EXERCISE DETAILS:
From the listing below, set down exactly each line beginning with the one containing "Write the network" and ending with the last.
§
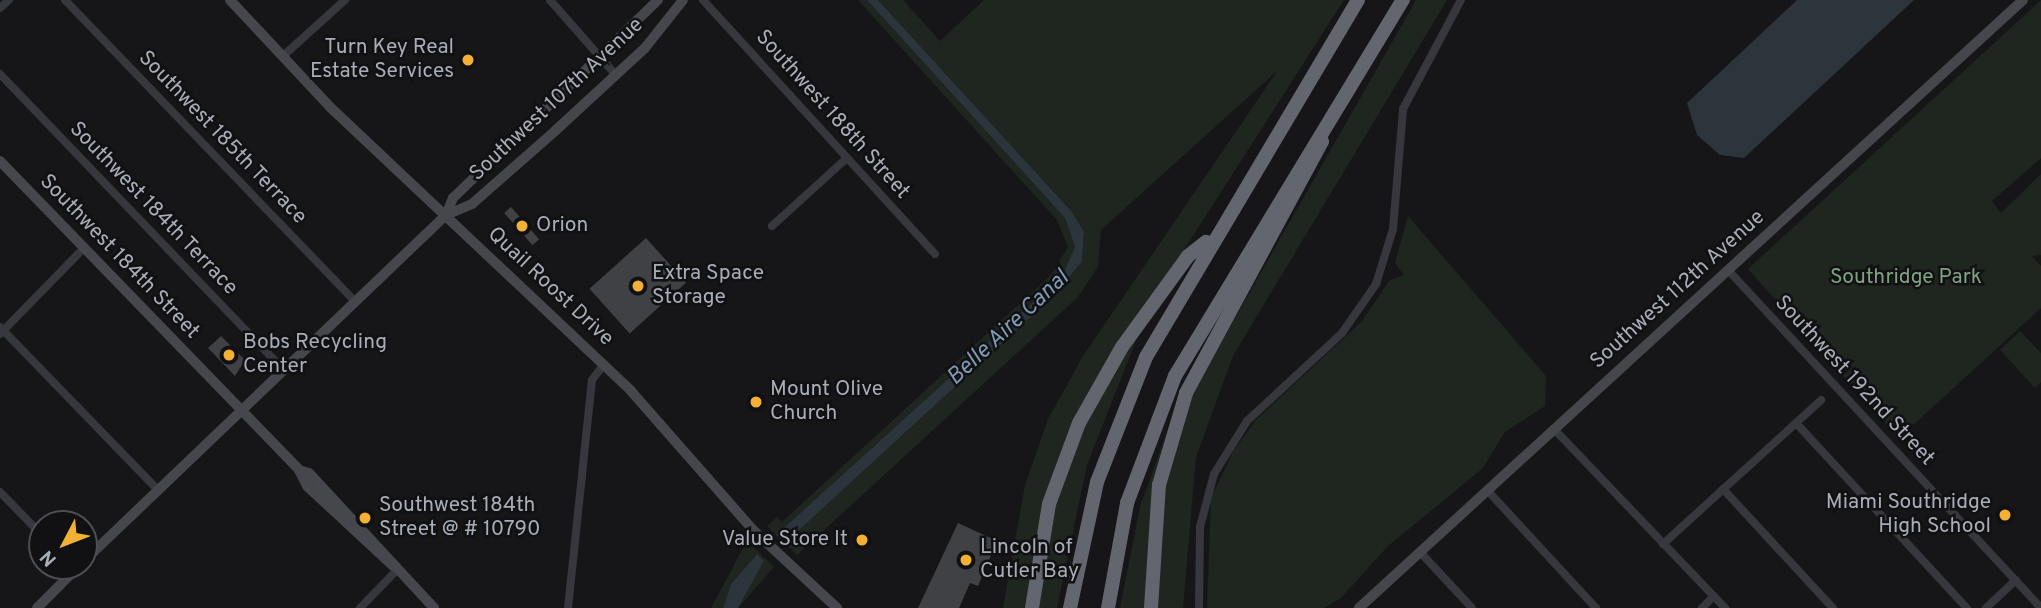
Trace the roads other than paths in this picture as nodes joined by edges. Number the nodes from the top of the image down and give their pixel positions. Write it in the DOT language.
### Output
graph roads {
  1 [pos="9,0"];
  2 [pos="65,0"];
  3 [pos="230,0"];
  4 [pos="345,0"];
  5 [pos="550,0"];
  6 [pos="658,0"];
  7 [pos="684,0"];
  8 [pos="703,0"];
  9 [pos="1358,0"];
  10 [pos="1403,0"];
  11 [pos="1461,0"];
  12 [pos="2023,0"];
  13 [pos="0,9"];
  14 [pos="283,56"];
  15 [pos="602,58"];
  16 [pos="0,74"];
  17 [pos="616,75"];
  18 [pos="1327,124"];
  19 [pos="526,129"];
  20 [pos="540,144"];
  21 [pos="846,158"];
  22 [pos="0,161"];
  23 [pos="446,215"];
  24 [pos="772,226"];
  25 [pos="1215,234"];
  26 [pos="84,248"];
  27 [pos="935,254"];
  28 [pos="1728,270"];
  29 [pos="354,300"];
  30 [pos="1,331"];
  31 [pos="604,364"];
  32 [pos="281,368"];
  33 [pos="1821,400"];
  34 [pos="238,408"];
  35 [pos="1796,423"];
  36 [pos="1554,429"];
  37 [pos="156,488"];
  38 [pos="1723,489"];
  39 [pos="1487,490"];
  40 [pos="0,492"];
  41 [pos="28,521"];
  42 [pos="1663,544"];
  43 [pos="98,545"];
  44 [pos="1420,552"];
  45 [pos="1114,557"];
  46 [pos="1079,560"];
  47 [pos="395,568"];
  48 [pos="64,580"];
  49 [pos="2016,580"];
  50 [pos="1714,596"];
  51 [pos="37,608"];
  52 [pos="360,608"];
  53 [pos="434,608"];
  54 [pos="568,608"];
  55 [pos="837,608"];
  56 [pos="1032,608"];
  57 [pos="1070,608"];
  58 [pos="1079,608"];
  59 [pos="1100,608"];
  60 [pos="1108,608"];
  61 [pos="1151,608"];
  62 [pos="1199,608"];
  63 [pos="1359,608"];
  64 [pos="1472,608"];
  65 [pos="1596,608"];
  66 [pos="1702,608"];
  67 [pos="1725,608"];
  68 [pos="1833,608"];
  69 [pos="1967,608"];
  70 [pos="1986,608"];
  71 [pos="2041,608"];
  1 -- 13 [label="street"];
  2 -- 29 [label="street, Southwest 185th Terrace"];
  3 -- 14 [label="street, Quail Roost Drive"];
  4 -- 14 [label="street"];
  5 -- 15 [label="street"];
  6 -- 15 [label="street, Southwest 107th Avenue"];
  7 -- 17 [label="street, Southwest 107th Avenue"];
  8 -- 21 [label="street, Southwest 188th Street"];
  9 -- 25 [label="highway"];
  10 -- 18 [label="highway"];
  11 -- 62 [label="street"];
  12 -- 28 [label="street, Southwest 112th Avenue"];
  14 -- 23 [label="street, Quail Roost Drive"];
  15 -- 17 [label="street"];
  15 -- 19 [label="street, Southwest 107th Avenue"];
  16 -- 32 [label="street, Southwest 184th Terrace"];
  17 -- 20 [label="street, Southwest 107th Avenue"];
  18 -- 45 [label="highway"];
  18 -- 61 [label="highway"];
  19 -- 20 [label="street"];
  19 -- 23 [label="street, Southwest 107th Avenue"];
  20 -- 23 [label="street, Southwest 107th Avenue"];
  21 -- 24 [label="street"];
  21 -- 27 [label="street, Southwest 188th Street"];
  22 -- 26 [label="street, Southwest 184th Street"];
  23 -- 29 [label="street, Southwest 107th Avenue"];
  23 -- 31 [label="street, Quail Roost Drive"];
  25 -- 46 [label="highway"];
  25 -- 56 [label="highway"];
  26 -- 30 [label="street"];
  26 -- 34 [label="street, Southwest 184th Street"];
  28 -- 36 [label="street, Southwest 112th Avenue"];
  28 -- 49 [label="street, Southwest 192nd Street"];
  29 -- 32 [label="street, Southwest 107th Avenue"];
  30 -- 37 [label="street"];
  31 -- 54 [label="street"];
  31 -- 55 [label="street, Quail Roost Drive"];
  32 -- 34 [label="street, Southwest 107th Avenue"];
  33 -- 35 [label="street"];
  34 -- 37 [label="street, Southwest 107th Avenue"];
  34 -- 47 [label="street, Southwest 184th Street"];
  35 -- 38 [label="street"];
  35 -- 69 [label="street"];
  36 -- 39 [label="street, Southwest 112th Avenue"];
  36 -- 42 [label="street"];
  37 -- 43 [label="street, Southwest 107th Avenue"];
  38 -- 42 [label="street"];
  38 -- 68 [label="street"];
  39 -- 44 [label="street, Southwest 112th Avenue"];
  39 -- 65 [label="street"];
  40 -- 41 [label="street"];
  42 -- 50 [label="street"];
  44 -- 63 [label="street, Southwest 112th Avenue"];
  44 -- 64 [label="street"];
  45 -- 59 [label="highway"];
  45 -- 60 [label="highway"];
  46 -- 57 [label="highway"];
  46 -- 58 [label="highway"];
  47 -- 52 [label="street"];
  47 -- 53 [label="street, Southwest 184th Street"];
  48 -- 51 [label="street, Southwest 107th Avenue"];
  49 -- 70 [label="street"];
  49 -- 71 [label="street, Southwest 192nd Street"];
  50 -- 66 [label="street"];
  50 -- 67 [label="street"];
}
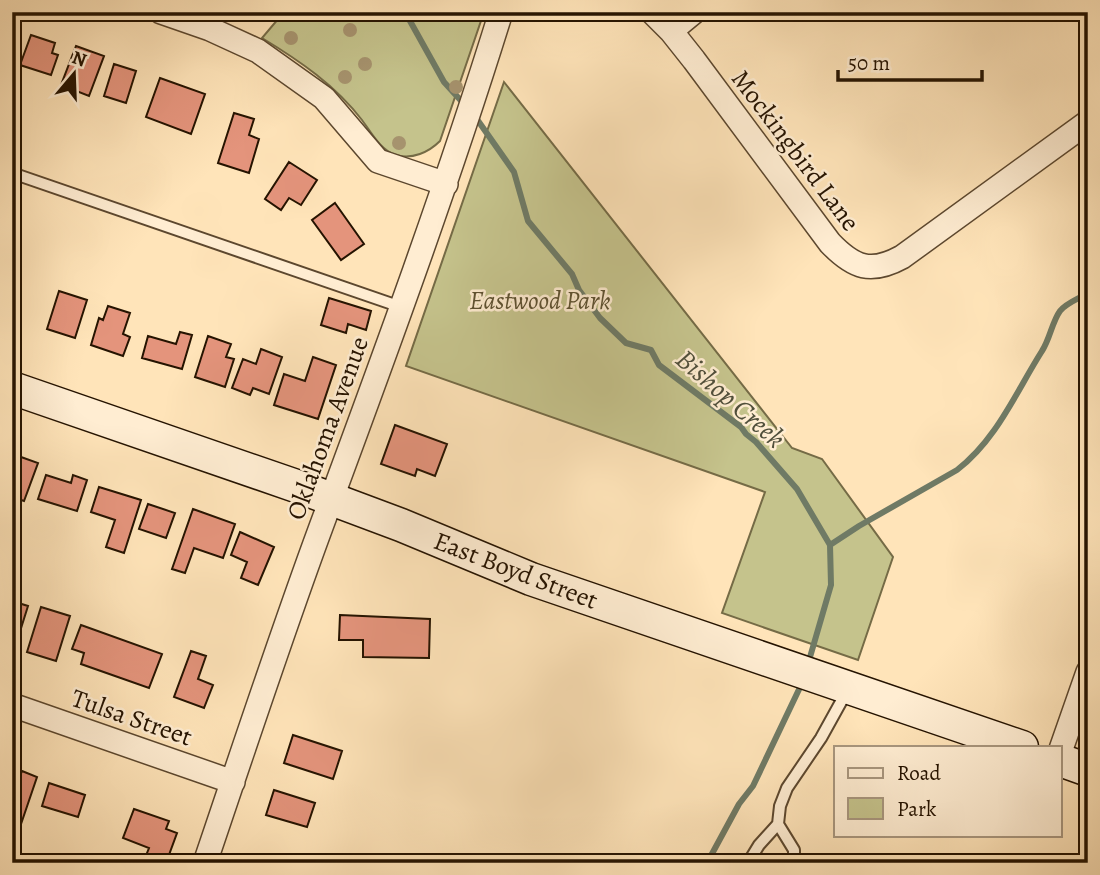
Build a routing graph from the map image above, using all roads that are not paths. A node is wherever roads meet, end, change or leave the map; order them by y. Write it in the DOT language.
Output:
graph roads {
  1 [pos="161,12"];
  2 [pos="501,12"];
  3 [pos="652,12"];
  4 [pos="694,12"];
  5 [pos="671,31"];
  6 [pos="1088,122"];
  7 [pos="12,173"];
  8 [pos="446,184"];
  9 [pos="401,307"];
  10 [pos="12,387"];
  11 [pos="332,499"];
  12 [pos="1088,672"];
  13 [pos="842,686"];
  14 [pos="12,705"];
  15 [pos="1019,746"];
  16 [pos="1062,746"];
  17 [pos="1062,761"];
  18 [pos="1088,770"];
  19 [pos="233,782"];
  20 [pos="778,824"];
  21 [pos="205,863"];
  22 [pos="748,863"];
  23 [pos="794,863"];
  1 -- 8 [label="street"];
  2 -- 8 [label="street, Oklahoma Avenue"];
  3 -- 5 [label="street, Mockingbird Lane"];
  4 -- 5 [label="street"];
  5 -- 6 [label="street, Mockingbird Lane"];
  7 -- 9 [label="lane"];
  8 -- 9 [label="street, Oklahoma Avenue"];
  9 -- 11 [label="street, Oklahoma Avenue"];
  10 -- 11 [label="street, East Boyd Street"];
  11 -- 13 [label="street, East Boyd Street"];
  11 -- 19 [label="street, Oklahoma Avenue"];
  12 -- 16 [label="street"];
  13 -- 15 [label="street, East Boyd Street"];
  13 -- 20 [label="lane"];
  14 -- 19 [label="street, Tulsa Street"];
  17 -- 18 [label="street"];
  19 -- 21 [label="street, Oklahoma Avenue"];
  20 -- 22 [label="lane"];
  20 -- 23 [label="lane"];
}
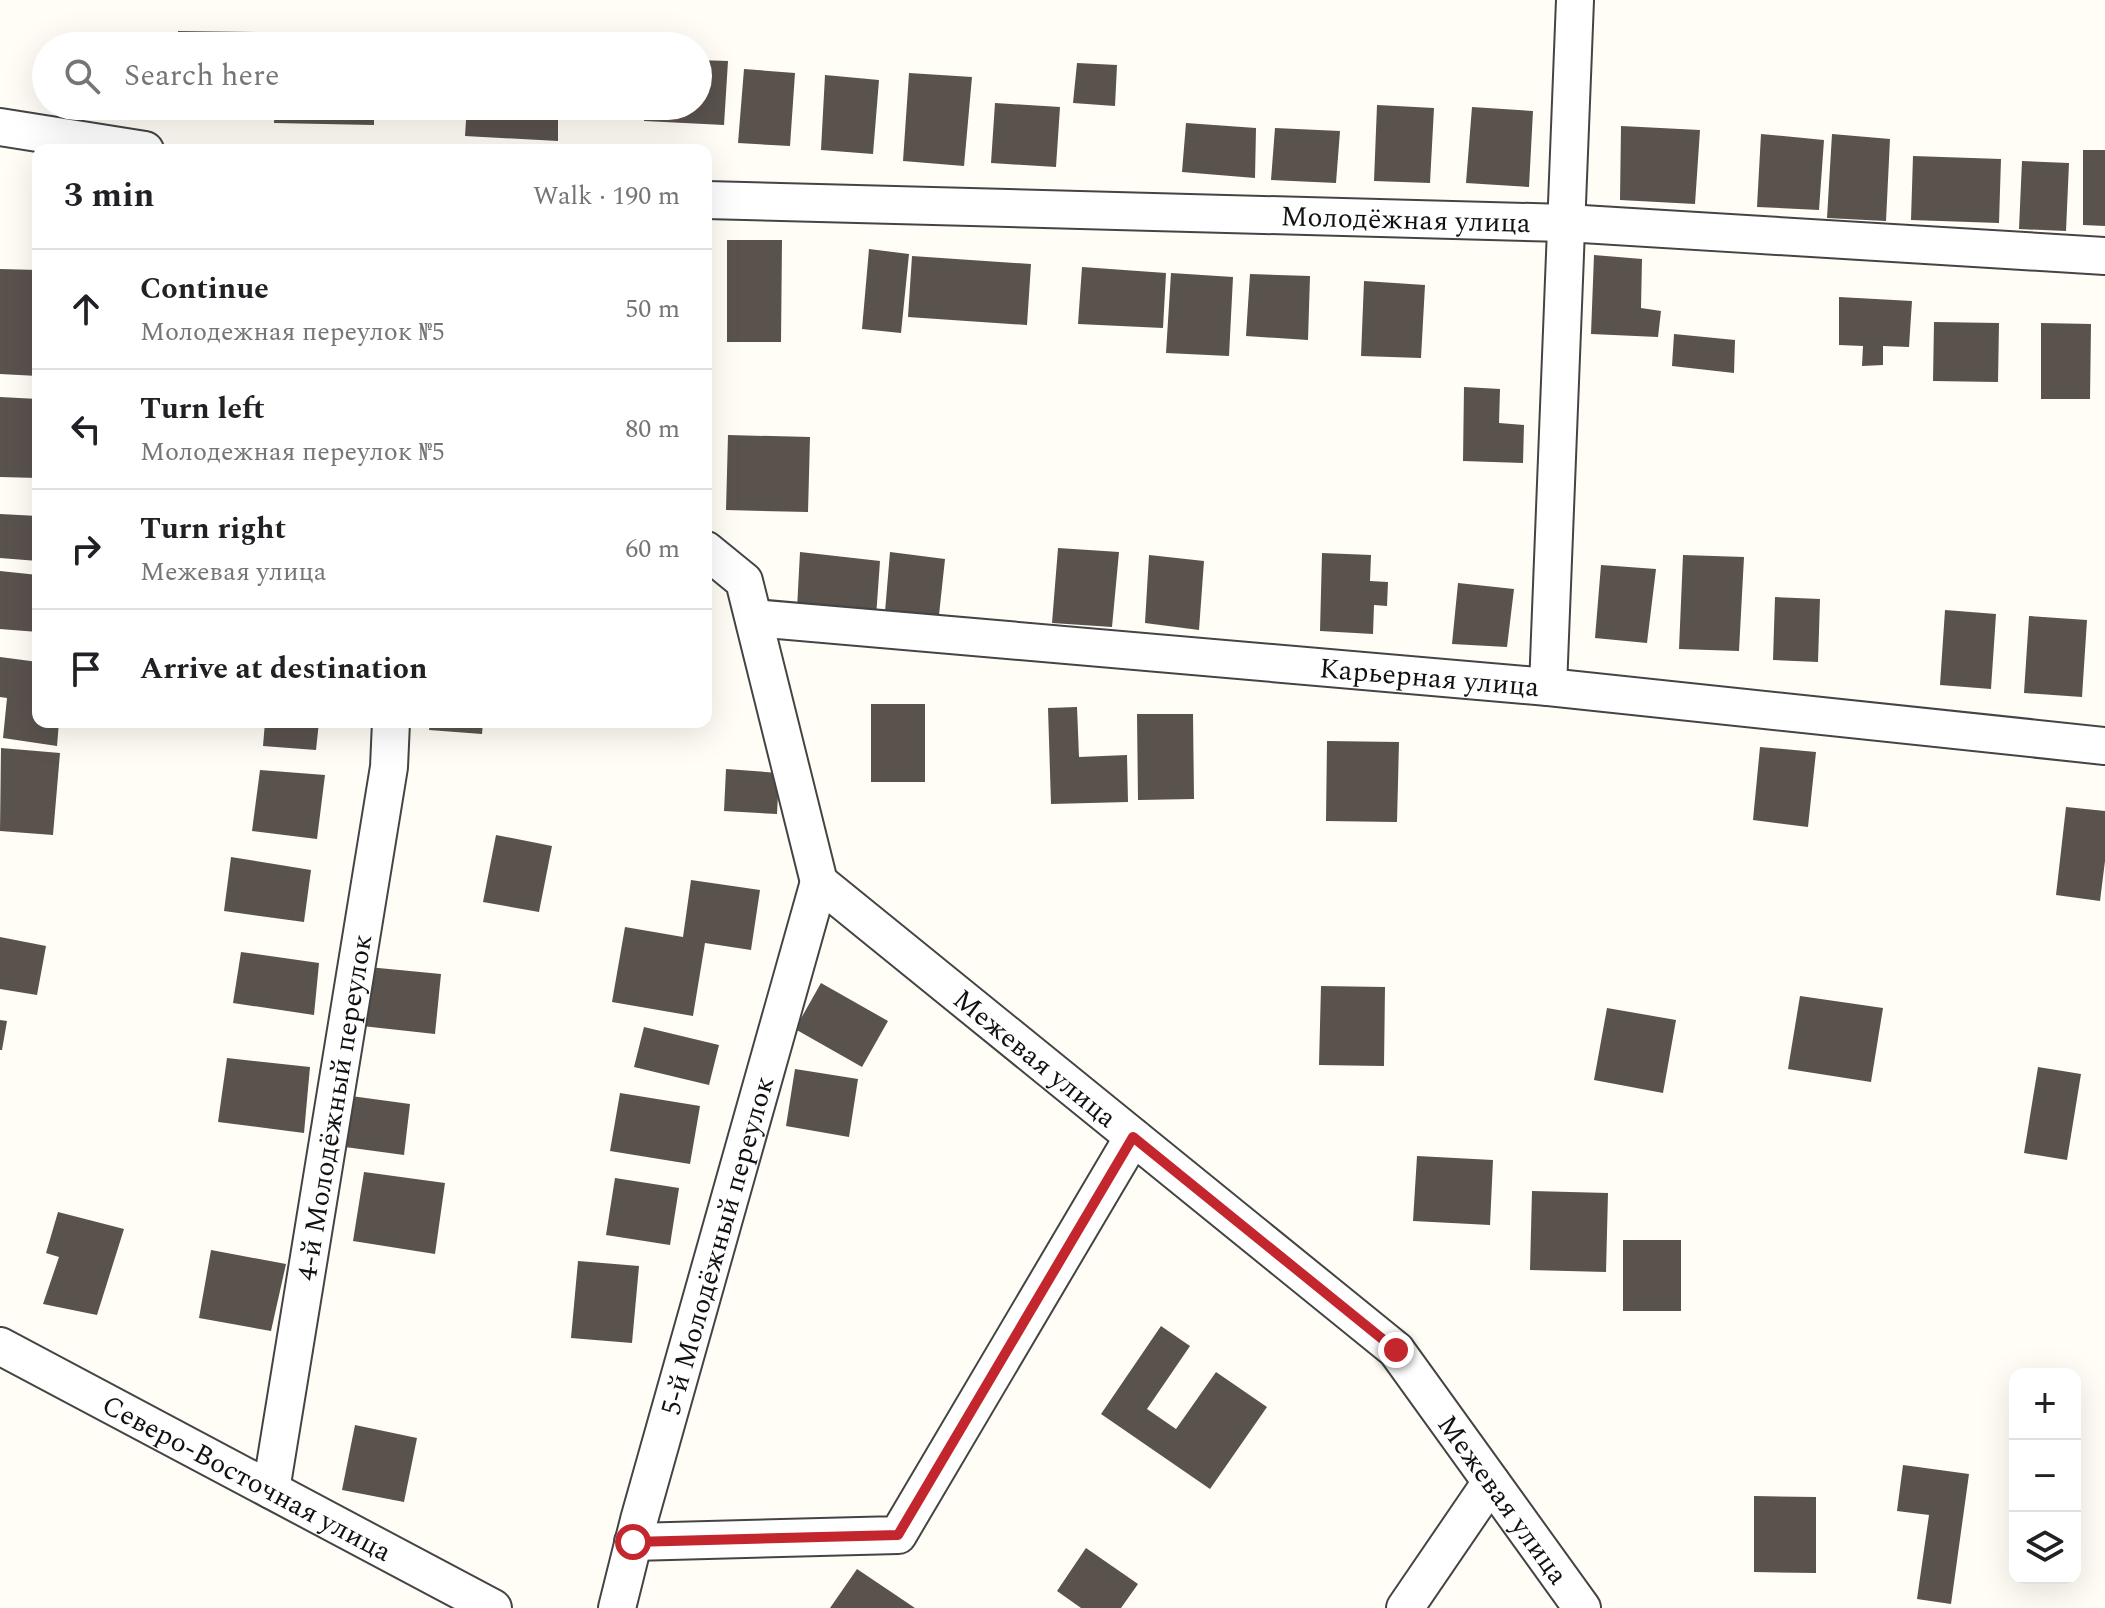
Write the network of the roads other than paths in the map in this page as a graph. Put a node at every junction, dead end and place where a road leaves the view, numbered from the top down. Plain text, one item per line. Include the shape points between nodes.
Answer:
1 (1575, 0) edge
2 (0, 127) edge
3 (107, 144) edge
4 (712, 200) edge
5 (1566, 223) junction
6 (2105, 256) edge
7 (712, 555) edge
8 (754, 618) junction
9 (1548, 687) junction
10 (391, 728) edge
11 (2105, 746) edge
12 (819, 882) junction
13 (1133, 1137) junction
14 (0, 1346) edge
15 (1491, 1482) junction
16 (271, 1490) junction
17 (633, 1542) junction
18 (493, 1608) edge
19 (617, 1608) edge
20 (1405, 1608) edge
21 (1582, 1608) edge

1 - 5 street
2 - 3 street
4 - 5 street, Молодёжная улица
5 - 6 street, Молодёжная улица
5 - 9 street
7 - 8 street via 744,581
8 - 9 street, Карьерная улица
8 - 12 street
9 - 11 street, Карьерная улица
10 - 16 street, 4-й Молодёжный переулок via 389,767
12 - 13 street, Межевая улица
12 - 17 street, 5-й Молодёжный переулок
13 - 15 street, Межевая улица via 1396,1350
13 - 17 street via 898,1535
14 - 16 street, Северо-Восточная улица
15 - 20 street
15 - 21 street, Межевая улица
16 - 18 street, Северо-Восточная улица
17 - 19 street, 5-й Молодёжный переулок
§
RESULT OF THIS TASK:
Write the network of the roads other than paths in the map in this page as a graph. Put a node at every junction, dead end and place where a road leaves the view, numbered from the top down. Plain text, one item per line. Include the shape points between nodes.
Answer:
1 (1575, 0) edge
2 (0, 127) edge
3 (107, 144) edge
4 (712, 200) edge
5 (1566, 223) junction
6 (2105, 256) edge
7 (712, 555) edge
8 (754, 618) junction
9 (1548, 687) junction
10 (391, 728) edge
11 (2105, 746) edge
12 (819, 882) junction
13 (1133, 1137) junction
14 (0, 1346) edge
15 (1491, 1482) junction
16 (271, 1490) junction
17 (633, 1542) junction
18 (493, 1608) edge
19 (617, 1608) edge
20 (1405, 1608) edge
21 (1582, 1608) edge

1 - 5 street
2 - 3 street
4 - 5 street, Молодёжная улица
5 - 6 street, Молодёжная улица
5 - 9 street
7 - 8 street via 744,581
8 - 9 street, Карьерная улица
8 - 12 street
9 - 11 street, Карьерная улица
10 - 16 street, 4-й Молодёжный переулок via 389,767
12 - 13 street, Межевая улица
12 - 17 street, 5-й Молодёжный переулок
13 - 15 street, Межевая улица via 1396,1350
13 - 17 street via 898,1535
14 - 16 street, Северо-Восточная улица
15 - 20 street
15 - 21 street, Межевая улица
16 - 18 street, Северо-Восточная улица
17 - 19 street, 5-й Молодёжный переулок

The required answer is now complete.